LAHORE: The US dollar shed a further 21 paisa against the rupee on Friday in the inter-bank market, falling to Rs127.90.
By mid-day on Friday, the Pakistan Stock Exchange (PSX) had gained a further 387.43 points to reach 42,476.59 points, consolidating the cumulative 1,624 point rise in Tuesday’s and Thursday’s session.
On Thursday, the rupee had appreciated by Rs1.10 per dollar a day after the elections that saw the Pakistan Stock Exchange surging by 750 points to close Thursday’s session at 42,089.16 points.
In a comment to Profit, market analyst Hammad Malik said “These are early signs of happiness and it is a technical positive correction in the value of the rupee.
Considering the fair value of the rupee is in the range of Rs125-126 to a dollar, buying spree in dollars and political/economic uncertainty caused the local currency to touch an all-time low of Rs130 against the greenback.”
Mr Hammad added, “And as buying pressure declined due to rupee touching a record-low of Rs130 against the dollar, demand lessened and trading in the greenback fell as people starting hoarding dollars in anticipation of another possible devaluation.”
Director Research Topline Securities Saad Hashemy told Profit “These are initial days and likely result of positive sentiments post successfully concluded elections.
These positive sentiments are driven by the leading party getting higher than expected seats where a strong govt at the centre is likely now. Expectations were of a weak government which would have had a tough task implementing the much-needed reforms.”
Since the interim government took reins, the rupee touched all-time lows against the greenback in the inter-bank and kerb market, following two rounds of devaluation in a span of last one month.

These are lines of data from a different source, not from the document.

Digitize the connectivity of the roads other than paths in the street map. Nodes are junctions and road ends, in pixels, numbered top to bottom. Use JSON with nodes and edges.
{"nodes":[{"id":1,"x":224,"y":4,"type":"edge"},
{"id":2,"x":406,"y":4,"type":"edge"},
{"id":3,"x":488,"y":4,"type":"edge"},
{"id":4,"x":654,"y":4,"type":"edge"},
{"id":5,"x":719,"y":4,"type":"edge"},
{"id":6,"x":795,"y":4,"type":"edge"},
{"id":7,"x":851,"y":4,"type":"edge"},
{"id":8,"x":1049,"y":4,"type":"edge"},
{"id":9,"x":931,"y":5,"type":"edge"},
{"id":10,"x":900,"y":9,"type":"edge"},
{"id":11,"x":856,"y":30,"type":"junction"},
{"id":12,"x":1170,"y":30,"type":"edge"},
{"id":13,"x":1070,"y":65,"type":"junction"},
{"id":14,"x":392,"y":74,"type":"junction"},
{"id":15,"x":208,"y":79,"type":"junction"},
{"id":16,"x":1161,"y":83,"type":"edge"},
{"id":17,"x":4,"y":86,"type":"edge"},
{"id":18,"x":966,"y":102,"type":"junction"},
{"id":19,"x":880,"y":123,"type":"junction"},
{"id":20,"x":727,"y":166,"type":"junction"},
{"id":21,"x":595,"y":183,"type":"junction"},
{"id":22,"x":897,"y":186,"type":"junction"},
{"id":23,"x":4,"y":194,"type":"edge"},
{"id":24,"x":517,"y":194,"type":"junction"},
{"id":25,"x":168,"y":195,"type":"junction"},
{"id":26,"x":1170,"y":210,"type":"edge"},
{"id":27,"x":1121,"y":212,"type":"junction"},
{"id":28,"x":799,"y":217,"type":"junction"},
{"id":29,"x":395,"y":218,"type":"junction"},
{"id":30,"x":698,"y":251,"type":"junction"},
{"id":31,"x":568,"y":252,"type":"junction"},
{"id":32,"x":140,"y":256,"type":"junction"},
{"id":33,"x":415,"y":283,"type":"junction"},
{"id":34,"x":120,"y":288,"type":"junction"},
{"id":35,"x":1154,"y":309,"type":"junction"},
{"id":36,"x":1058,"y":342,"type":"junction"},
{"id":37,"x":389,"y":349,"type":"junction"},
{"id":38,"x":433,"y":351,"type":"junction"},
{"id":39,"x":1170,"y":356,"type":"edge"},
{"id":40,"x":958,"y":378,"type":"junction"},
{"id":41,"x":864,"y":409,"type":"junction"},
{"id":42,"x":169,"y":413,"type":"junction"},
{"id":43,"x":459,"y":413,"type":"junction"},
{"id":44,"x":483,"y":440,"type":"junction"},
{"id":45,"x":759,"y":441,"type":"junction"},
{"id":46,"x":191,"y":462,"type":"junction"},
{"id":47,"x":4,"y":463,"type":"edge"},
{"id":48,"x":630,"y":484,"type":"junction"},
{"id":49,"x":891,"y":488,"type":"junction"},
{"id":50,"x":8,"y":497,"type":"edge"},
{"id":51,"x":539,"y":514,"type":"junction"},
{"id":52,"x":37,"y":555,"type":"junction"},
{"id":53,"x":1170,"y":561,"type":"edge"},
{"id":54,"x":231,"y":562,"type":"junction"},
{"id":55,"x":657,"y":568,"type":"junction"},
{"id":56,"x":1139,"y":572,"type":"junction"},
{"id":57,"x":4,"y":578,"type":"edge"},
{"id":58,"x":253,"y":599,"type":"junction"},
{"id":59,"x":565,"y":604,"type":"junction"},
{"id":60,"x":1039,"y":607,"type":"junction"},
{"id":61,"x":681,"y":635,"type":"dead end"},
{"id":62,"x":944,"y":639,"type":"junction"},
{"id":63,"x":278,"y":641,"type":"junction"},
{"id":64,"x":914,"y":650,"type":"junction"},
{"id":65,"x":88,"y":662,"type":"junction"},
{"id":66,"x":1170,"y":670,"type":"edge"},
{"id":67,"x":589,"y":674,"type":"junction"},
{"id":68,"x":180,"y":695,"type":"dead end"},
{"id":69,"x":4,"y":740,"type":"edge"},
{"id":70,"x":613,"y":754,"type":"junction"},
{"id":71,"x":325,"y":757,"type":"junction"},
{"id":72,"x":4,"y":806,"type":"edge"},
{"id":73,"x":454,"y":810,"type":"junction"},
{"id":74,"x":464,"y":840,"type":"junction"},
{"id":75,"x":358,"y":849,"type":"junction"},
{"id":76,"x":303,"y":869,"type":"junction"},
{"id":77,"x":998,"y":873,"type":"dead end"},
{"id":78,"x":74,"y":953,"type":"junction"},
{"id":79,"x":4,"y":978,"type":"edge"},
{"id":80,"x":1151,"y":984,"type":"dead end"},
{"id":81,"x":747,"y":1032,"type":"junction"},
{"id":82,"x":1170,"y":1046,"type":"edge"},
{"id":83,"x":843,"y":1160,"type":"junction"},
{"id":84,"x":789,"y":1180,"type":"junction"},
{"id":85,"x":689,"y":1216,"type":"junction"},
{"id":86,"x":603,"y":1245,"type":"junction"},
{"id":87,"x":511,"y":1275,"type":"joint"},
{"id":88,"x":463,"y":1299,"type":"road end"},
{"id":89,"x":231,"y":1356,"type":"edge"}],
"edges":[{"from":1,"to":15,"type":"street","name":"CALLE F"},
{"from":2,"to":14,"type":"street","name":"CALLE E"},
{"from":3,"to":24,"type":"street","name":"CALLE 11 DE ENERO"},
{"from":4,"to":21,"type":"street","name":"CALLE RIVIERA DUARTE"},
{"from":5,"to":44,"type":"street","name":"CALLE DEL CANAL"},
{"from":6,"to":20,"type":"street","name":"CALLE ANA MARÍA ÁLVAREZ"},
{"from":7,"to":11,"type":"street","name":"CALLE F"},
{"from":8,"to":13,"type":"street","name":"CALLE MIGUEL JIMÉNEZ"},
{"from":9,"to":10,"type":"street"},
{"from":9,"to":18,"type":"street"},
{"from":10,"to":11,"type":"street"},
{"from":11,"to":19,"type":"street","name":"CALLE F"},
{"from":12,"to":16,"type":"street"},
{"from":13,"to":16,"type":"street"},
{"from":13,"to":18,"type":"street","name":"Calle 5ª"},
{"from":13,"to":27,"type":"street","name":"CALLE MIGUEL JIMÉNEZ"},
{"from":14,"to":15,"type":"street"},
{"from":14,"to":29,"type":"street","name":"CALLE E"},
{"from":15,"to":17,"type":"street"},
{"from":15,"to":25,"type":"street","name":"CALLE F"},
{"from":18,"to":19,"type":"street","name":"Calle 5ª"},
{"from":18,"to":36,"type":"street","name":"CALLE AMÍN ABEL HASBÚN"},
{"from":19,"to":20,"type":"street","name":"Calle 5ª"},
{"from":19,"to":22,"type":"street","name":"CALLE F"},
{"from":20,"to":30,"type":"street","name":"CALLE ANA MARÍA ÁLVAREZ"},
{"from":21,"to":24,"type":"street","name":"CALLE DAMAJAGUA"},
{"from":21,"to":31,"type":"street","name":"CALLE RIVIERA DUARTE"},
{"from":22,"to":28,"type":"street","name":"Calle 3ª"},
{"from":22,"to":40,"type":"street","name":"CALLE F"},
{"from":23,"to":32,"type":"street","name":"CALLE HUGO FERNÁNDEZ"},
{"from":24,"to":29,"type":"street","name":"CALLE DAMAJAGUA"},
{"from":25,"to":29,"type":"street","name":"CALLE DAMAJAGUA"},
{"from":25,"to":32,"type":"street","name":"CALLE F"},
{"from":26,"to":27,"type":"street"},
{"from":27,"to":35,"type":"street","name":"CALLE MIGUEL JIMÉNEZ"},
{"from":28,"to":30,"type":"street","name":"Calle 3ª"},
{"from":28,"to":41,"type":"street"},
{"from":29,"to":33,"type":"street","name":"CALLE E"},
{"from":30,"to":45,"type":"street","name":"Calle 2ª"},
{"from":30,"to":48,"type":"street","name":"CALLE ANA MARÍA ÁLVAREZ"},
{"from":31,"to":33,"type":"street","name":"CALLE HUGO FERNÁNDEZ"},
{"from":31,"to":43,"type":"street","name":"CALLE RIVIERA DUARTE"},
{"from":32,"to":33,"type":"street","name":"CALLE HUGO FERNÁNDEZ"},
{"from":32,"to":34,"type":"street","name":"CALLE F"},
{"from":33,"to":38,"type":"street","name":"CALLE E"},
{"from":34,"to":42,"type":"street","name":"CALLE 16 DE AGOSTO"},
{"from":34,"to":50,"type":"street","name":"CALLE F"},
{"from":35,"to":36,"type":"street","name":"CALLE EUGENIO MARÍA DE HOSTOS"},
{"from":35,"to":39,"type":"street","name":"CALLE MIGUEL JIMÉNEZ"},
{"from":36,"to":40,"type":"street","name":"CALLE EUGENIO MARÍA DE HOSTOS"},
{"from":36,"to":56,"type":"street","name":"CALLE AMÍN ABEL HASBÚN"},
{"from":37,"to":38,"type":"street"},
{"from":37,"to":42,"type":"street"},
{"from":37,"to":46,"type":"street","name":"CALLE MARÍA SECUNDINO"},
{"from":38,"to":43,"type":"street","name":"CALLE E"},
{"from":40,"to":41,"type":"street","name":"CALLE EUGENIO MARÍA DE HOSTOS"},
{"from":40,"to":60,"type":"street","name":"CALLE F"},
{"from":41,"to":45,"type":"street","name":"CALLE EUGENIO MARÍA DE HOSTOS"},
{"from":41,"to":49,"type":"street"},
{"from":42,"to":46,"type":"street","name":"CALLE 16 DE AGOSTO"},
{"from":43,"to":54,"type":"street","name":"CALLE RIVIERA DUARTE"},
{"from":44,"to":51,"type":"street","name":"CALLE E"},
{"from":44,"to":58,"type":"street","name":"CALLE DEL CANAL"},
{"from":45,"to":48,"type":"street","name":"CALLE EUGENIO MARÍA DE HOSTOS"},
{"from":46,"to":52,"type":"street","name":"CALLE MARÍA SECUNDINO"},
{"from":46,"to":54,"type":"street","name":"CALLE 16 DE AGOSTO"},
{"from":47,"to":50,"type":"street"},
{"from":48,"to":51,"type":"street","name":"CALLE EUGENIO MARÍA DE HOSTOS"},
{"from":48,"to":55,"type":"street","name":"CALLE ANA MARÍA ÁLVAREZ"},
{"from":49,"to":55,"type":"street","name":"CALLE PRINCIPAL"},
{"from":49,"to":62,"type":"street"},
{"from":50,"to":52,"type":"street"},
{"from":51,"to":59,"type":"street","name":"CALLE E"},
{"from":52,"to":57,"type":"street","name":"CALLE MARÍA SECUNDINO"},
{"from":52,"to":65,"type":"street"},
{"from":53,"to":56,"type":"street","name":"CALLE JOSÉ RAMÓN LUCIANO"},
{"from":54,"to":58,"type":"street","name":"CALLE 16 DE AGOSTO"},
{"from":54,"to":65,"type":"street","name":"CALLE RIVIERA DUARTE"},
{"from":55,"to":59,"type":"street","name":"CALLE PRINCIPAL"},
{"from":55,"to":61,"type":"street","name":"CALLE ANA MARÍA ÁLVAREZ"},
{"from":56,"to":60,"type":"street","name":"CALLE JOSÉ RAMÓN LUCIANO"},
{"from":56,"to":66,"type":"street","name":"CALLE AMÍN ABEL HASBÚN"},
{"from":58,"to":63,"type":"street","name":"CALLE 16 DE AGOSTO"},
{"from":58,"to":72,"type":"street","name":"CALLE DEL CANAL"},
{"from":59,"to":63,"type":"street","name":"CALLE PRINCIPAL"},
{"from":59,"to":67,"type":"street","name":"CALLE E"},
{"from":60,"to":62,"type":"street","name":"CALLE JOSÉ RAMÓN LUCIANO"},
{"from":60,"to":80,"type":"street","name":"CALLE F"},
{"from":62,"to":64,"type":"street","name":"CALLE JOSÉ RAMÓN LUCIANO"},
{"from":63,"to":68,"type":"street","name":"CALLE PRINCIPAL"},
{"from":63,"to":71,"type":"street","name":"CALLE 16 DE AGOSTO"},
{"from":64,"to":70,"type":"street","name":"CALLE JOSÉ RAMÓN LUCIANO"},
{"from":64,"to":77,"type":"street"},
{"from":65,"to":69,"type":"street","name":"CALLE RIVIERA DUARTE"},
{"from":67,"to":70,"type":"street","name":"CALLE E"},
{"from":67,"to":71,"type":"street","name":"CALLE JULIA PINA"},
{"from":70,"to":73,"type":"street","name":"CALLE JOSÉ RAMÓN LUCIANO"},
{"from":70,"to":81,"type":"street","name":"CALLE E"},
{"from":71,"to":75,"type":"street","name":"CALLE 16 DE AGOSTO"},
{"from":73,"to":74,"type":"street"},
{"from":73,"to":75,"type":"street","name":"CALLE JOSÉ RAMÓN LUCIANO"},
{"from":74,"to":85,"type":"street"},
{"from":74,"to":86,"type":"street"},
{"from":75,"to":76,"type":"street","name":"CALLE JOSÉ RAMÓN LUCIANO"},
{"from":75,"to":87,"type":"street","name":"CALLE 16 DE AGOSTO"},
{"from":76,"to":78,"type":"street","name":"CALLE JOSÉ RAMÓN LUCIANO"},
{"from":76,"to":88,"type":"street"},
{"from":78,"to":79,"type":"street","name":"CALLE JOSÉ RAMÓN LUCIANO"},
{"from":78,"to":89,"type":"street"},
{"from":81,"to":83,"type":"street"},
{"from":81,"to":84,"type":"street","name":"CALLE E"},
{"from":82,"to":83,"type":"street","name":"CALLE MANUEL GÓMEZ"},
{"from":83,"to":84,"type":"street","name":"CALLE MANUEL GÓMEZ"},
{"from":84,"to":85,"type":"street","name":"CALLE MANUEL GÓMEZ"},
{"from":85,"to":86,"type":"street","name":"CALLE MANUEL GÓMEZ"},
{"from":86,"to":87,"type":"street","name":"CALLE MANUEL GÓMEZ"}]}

Arif Habib Limited’s Head of Research Samiullah Tariq while talking to Profit said “I think a reduction in political uncertainty is driving the appreciation of rupee against the dollar. Fundamentals haven’t changed yet, as the incoming government hasn’t taken charge.”
“However, reducing current account deficit and fiscal deficit are top-most priorities of the incoming government,” said Tariq.
On Thursday, the dollar was trading at around Rs128.90 in the kerb market opposed to Rs130 just before the elections.
The currency market isn’t sure whether this stability would result in helping the exchange rate improve in favour of the rupee due to Pakistan’s issues on the external front.
Director Research Capital Stake Maha Jafer Butt said “The currency appreciation as well as the stock market rally seems to be a result of the smooth conclusion of the elections.
The fears and uncertainty around if the elections would be held and the formation of the government has almost faded.”
“Clarity is what has driven both, but not to forget economic challenges still remain there and decisions of the new government on that front will decide on the direction,” added Maha.
According to them, the atmosphere of uncertainty has been supplanted by hope for a better performance by the upcoming government.
On Thursday, the reserves held by the State Bank of Pakistan further plunged to $9.010.7 million, the lowest level in five years.
As the central bank reserves plunged, the rupee diminished in value against the dollar. However, the most damaging aspect has been the burgeoning current account deficit, which widened to $18 billion in FY18.
On a cumulative basis, the rupee has depreciated by around 14 percent this year and foreign exchange reserves touched their lowest ebb in the last four years.
During the last round of devaluation a week before the elections SBP said “the PKR-US$ exchange rate in the interbank market closed at PKR 128.0 per US$ against the closing level of PKR 121.55 per US$ of the previous day.
This movement in the exchange rates reflects the demand-supply gap of the foreign exchange in the interbank market.”
It added, “SBP is of the view that this adjustment in the exchange rate along with the increased policy rate and other administrative measures, would help contain domestic demand in general, and reduce the imbalances in the country’s external accounts in particular.”
From December 2017 till the middle of July this year, the rupee has been devalued in four rounds by the State Bank of Pakistan by around 21 percent to stimulate exports, which grew by around 14 percent to $23.228 billion in recently concluded FY18.
However, correspondingly imports skyrocketed to a record high of $60.898 billion, growing 15.10 percent and contributing to the trade deficit reaching $37.670 billion in FY18.
Also, Pakistan’s borrowing hit record highs during FY18 to $11.4 billion including a cash addition of $500 million by China’s State Administration of Foreign Exchange (SAFE), according to data of Ministry of Finance and Economic Affairs.
In mid-April, former finance minister Dr Miftah Ismail in an interview to Bloomberg TV said rupee had attained its “optimal value” and wouldn’t require further devaluation.